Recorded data

━━━━━━━━━━━━━━━━━━━━

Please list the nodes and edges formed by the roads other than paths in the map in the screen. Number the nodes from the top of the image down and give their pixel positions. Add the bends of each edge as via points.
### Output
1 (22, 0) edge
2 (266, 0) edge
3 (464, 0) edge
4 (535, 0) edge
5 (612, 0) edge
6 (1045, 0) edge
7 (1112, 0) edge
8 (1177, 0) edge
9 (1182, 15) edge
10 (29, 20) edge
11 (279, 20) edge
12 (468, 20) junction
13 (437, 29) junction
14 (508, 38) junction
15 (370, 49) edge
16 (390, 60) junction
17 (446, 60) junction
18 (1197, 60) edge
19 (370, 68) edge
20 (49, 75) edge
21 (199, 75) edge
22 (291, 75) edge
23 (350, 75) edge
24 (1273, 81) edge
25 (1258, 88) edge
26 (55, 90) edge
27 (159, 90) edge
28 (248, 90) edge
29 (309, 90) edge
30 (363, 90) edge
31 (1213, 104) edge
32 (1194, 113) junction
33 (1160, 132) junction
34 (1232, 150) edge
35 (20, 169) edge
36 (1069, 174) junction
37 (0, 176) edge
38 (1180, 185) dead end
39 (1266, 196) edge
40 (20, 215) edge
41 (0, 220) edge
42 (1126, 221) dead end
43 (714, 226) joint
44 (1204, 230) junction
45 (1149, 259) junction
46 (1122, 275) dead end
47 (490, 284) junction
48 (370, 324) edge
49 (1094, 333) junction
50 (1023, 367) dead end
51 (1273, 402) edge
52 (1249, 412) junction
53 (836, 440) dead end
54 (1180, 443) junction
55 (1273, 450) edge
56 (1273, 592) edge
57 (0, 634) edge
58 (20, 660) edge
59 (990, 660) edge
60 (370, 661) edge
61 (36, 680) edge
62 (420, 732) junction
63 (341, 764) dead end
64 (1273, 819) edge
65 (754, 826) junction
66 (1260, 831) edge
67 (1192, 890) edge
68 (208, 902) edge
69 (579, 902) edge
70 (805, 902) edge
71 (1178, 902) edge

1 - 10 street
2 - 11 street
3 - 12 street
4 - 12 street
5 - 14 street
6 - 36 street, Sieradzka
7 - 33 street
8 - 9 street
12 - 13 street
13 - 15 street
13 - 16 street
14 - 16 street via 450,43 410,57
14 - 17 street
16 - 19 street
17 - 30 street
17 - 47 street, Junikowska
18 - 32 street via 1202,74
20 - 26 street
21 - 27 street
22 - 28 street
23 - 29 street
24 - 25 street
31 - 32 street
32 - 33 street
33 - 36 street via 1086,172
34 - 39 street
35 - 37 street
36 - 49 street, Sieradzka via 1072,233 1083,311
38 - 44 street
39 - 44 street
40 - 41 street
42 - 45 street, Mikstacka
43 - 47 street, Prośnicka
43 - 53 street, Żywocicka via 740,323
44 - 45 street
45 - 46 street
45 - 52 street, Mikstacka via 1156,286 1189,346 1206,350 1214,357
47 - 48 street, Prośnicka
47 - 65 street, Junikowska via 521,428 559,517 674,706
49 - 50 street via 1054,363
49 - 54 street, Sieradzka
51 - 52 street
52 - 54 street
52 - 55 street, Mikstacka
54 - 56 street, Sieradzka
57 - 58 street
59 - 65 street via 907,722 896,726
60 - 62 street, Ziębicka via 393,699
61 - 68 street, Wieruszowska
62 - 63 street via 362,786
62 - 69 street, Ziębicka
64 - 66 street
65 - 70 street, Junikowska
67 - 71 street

━━━━━━━━━━━━━━━━━━━━

Read the entries and pick out all lines that include the word "Ziębicka".

60 - 62 street, Ziębicka via 393,699
62 - 69 street, Ziębicka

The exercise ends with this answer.